New ultralight gold foam shimmers in the limelight

Lawrence Livermore National Laboratory (LLNL) scientists have created the lightest gold foam to date.

The new form of ultralight gold aerogel foam has applications in electronics, catalysis, sensors and energy conversion and storage. The research appears in the journal Nano Letters. It will be published in the November issue, and was selected for the supplementary journal cover.

Aerogels are a type of material that are lightweight, have a high surface area and are made up of a nanoporous network with densities between 1 and 1,000 milligrams per cubic centimeter. A wide range of metals and metal alloys have been made into ultralight, monolithic foams, including nickel, cobalt, copper and silver.

However, the synthesis of ultralight gold aerogel foams has remained elusive. Ultralow-density gold foams with microscopically uniform pores are uniquely suited as targets for ultrabright X-ray sources and studying high-energy-density physics at high-power laser facilities. This is a very impactful work, as it demonstrates the lightest gold foam in the world, and will be used for targets for the National Ignition Facility (the largest and most energetic laser in the world).

“These gold aerogels were so light that they could be carried on the back of fragile insects, or even blown away by gentle breath, which used to be a big technical challenge in the experiments,” said LLNL material scientist Fang Qian, lead author of the paper. “We have created new approaches to prepare high-quality gold nanowires in large quantities to ensure sufficient material supply for the foam fabrication, with densities tuned in a predictable manner. Density tunability is important because key physical properties of metal foams — such as stiffness, strength, electrical conductivity, thermal conductivity and X-ray opacity — scale with density.”

The team created the ultralight gold foam by starting with gold nanowires of uniform size with ultrathin diameters and high purity and high aspect ratios. The team members then freeze-cast the nanowires to produce free-standing aerogels with densities down to 6 milligrams per cubic centimeter.

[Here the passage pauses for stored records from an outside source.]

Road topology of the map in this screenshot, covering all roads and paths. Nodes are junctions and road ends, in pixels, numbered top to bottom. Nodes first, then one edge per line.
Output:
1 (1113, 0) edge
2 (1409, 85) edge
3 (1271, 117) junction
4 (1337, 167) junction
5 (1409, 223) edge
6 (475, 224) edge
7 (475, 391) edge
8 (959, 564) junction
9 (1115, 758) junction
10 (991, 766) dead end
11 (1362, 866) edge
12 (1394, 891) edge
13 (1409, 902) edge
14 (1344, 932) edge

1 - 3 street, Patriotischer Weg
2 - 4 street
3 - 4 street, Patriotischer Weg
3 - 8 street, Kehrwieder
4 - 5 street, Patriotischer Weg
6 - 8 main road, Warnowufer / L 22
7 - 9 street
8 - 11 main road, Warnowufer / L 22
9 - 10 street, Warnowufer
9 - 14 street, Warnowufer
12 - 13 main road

Successful fabrication of metallic nanowire-based foams starts with the synthesis of high-quality nanowire feedstocks. “Our team has been working on synthesis of metallic nanowires for a number of years, with emphasis on producing high-quality nanowires at scale, necessary to produce high-quality metallic aerogels,” said LLNL materials scientist Yong Han, a co-author of the paper. “Developing robust processes to reproducibly synthesize high-quality metallic nanowires is a major challenge our team has been working on. We continue to innovate our processes to deliver high-quality materials to meet the demands of our Lab’s missions.”

“Producing millimeter-scale gold aerogels at this low density was quite unexpected and underscores the opportunities presented by freeze-casting metal nanowire solutions,” said LLNL materials scientist Michael Bagge-Hansen, the project’s principal investigator and a co-author of the paper. “I am enthused with the positive impact of this work — it really adds another capability to our toolbox."

In addition to making gold nanowires, the team has begun unraveling the complex science of freeze-drying to control the structure, uniformity and robustness of the resulting gold foams. To transition research from the lab to the field, the metal foams need to be robust.

“These gold foams are mechanically stable, compared to early samples that were similar in strength to a long cigarette ash,” said Brent Blue, the director of the National Security Program. “They can be squeezed or dropped, and they bounce back and hold their shape very well, which is a critical quality for use as a bright, X-ray source. This is an amazing feat given that even though they look solid, they are 99.9 percent void, or 0.1 percent solid.”

Other LLNL researchers include Alyssa Troksa, Tyler Fears, Michael Nielsen, Art Nelson, Theodore Baumann and Sergei Kucheyev. The research was funded through LLNL’s Laboratory Research and Development program.